Le "Gros Pierre" ne s'était jamais marié. Il n'avait jamais travaillé non plus. Il avait vivoté au rythme des ventes de morceaux de terrains qui avaient constitué son patrimoine. La table, dans la cuisine, était en permanence encombrée de papiers gras et de reliefs de repas. Dans la pièce attenante, là où se trouvait l'extracteur à miel, le plafond à demi écroulé, victime des termites, laissait passer les pieds d'un lit de fer forgé. Il y avait une accumulation d'articles de pêche et de meubles déglingués. De l'autre côté, il y avait une grande salle à manger qui n'était plus utilisée depuis longtemps ... Longue table, chaises droites. Il y avait un tapis de poussière sur les meubles. Aux murs étaient accrochés des cadres aux vitres bombées, ne contenant plus que des petits tas de plumes là où il y avait eu des oiseaux naturalisés. . J'ai connu la mère de Pierre Perroteau, elle était Créole. Énigmatique personne, faisant un peu le ménage de son fils, passant les après-midi au soleil, assise devant sa porte, dans un fauteuil de bois au dossier paillé. Le teint de Pierre Perroteau, terreux et gris avait conservé quelque chose de ses origines mêlées. La famille avait fait fortune aux Antilles autrefois ... Une fortune dont il ne restait rien. Mais j'ai vu le "Gros Pierre" surveiller les foins et les battages dans des fermes qui ne lui appartenaient plus.

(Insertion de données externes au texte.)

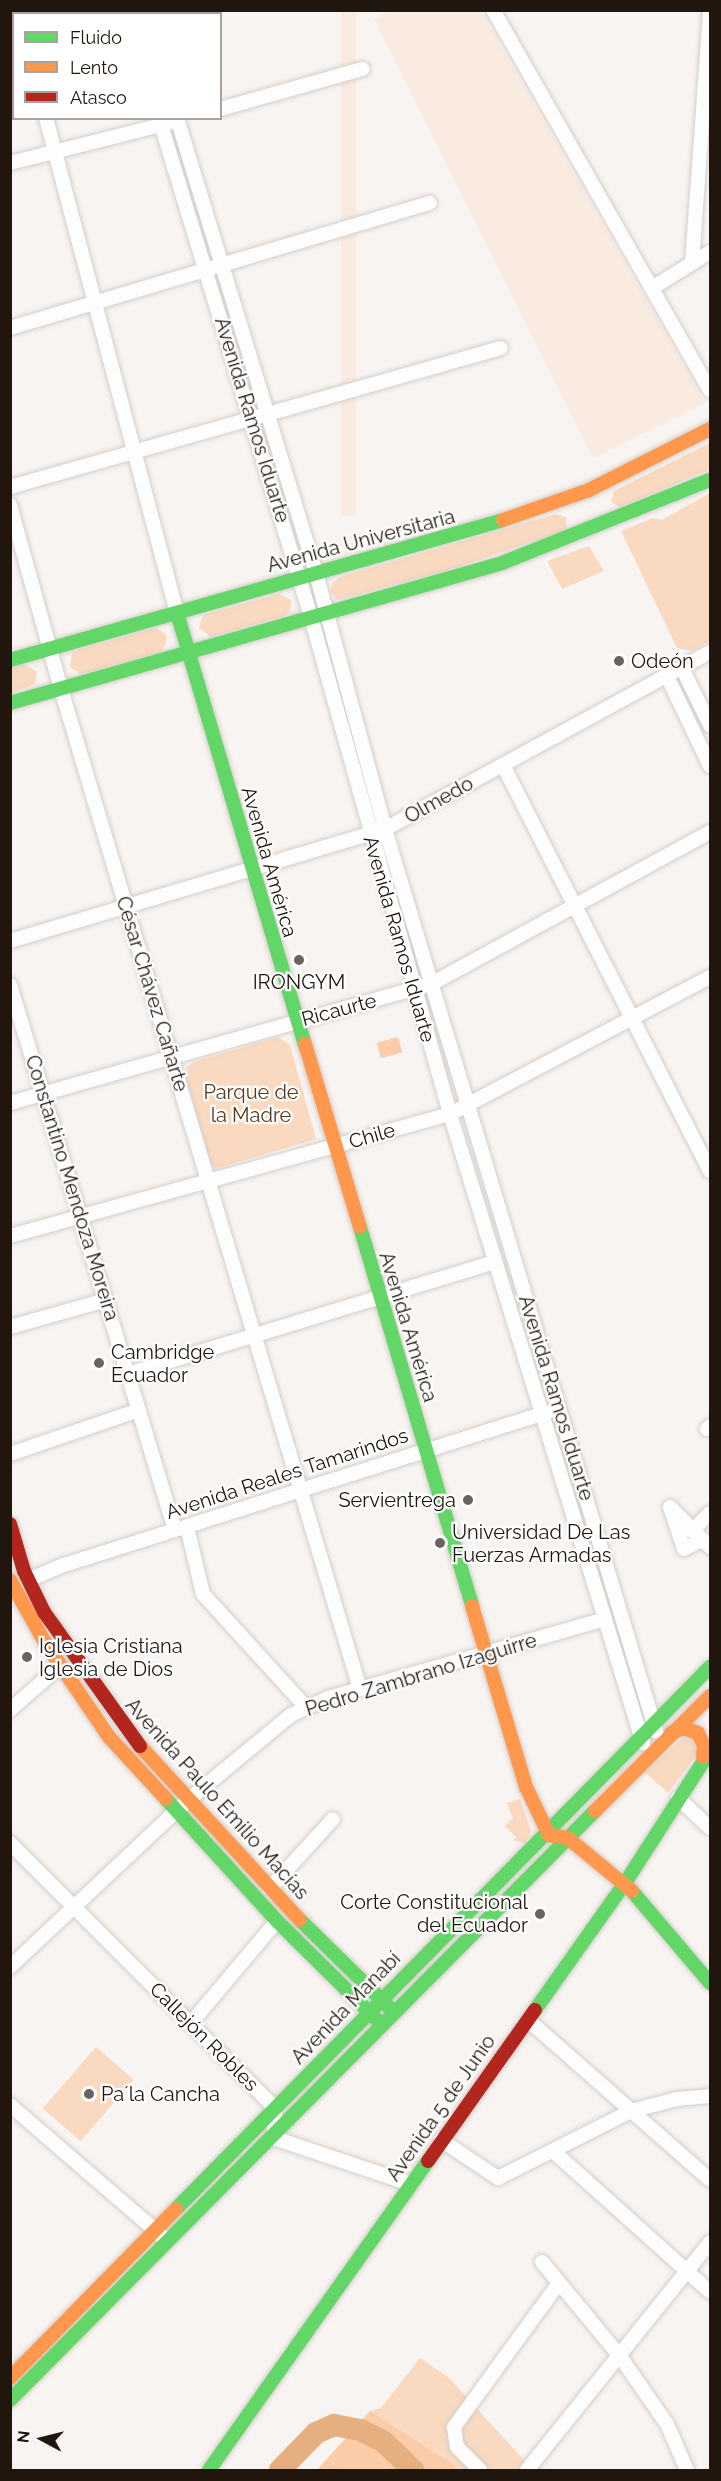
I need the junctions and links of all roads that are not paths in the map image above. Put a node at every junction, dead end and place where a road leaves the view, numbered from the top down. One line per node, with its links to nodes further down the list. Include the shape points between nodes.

Il fréquentait mon oncle Marc Mérignant ( le frère aîné de ma grand'mère paternelle ), Celui-ci était un ancien Administrateur-en-Chef des Colonies. Il avait exercé ses fonctions à Madagascar. Il était lui-aussi célibataire. Chaque soir, Pierre Perroteau venait faire "la partie" chez mon oncle, avec "Compagnon( ... Vous n'avez pas connu "Compagnon" ? Petite taille et forte moustache, chemise blanche et pantalon de grosse toile, fumant une éternelle pipe. Il habitait la maison vosiine de celle de mon oncle. Il avait été "Compagnon du Tour de France". Cela m'émerveillait. J'ai toujours pensé, mais je n'en ai aucune preuve, qu'il avait été tailleur de pierre... Un Commandant en retraite faisait le quatrième. Il avait été l'un des derniers grands Cap-Horniers et un albatros aux ailes déployées plane sur sa tombe.

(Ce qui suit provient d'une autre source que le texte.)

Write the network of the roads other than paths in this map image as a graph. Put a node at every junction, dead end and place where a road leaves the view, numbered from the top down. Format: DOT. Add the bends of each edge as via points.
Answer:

Pierre Perroteau portait habituellement un faux-col, assez marqué par la crasse. Il arborait une large lavallière et un large chapeau. Sa veste sombre luisait par endroits ... Ayant déposé la cantine de fer à côté de la centrifugeuse, s'aidant d'un couteau à la lame souple, il désoperculait les rayons de miel, les plaçait dans la cuve. C'était moi qui tournais la manivelle de la centrifugeuse et je n'étais pas peu fier de cet acte de liturgie !


-" Régulièrement et pas trop vite ! "


Je ne suis pas un grand amateur de miel, mais ces jours-là ! ... Le parfum du miel d'acacia, coulant clair dans les bocaux ! On écrasait un morceau de rayon, le miel vous emplissait la bouche et la cire collait à vos dents ...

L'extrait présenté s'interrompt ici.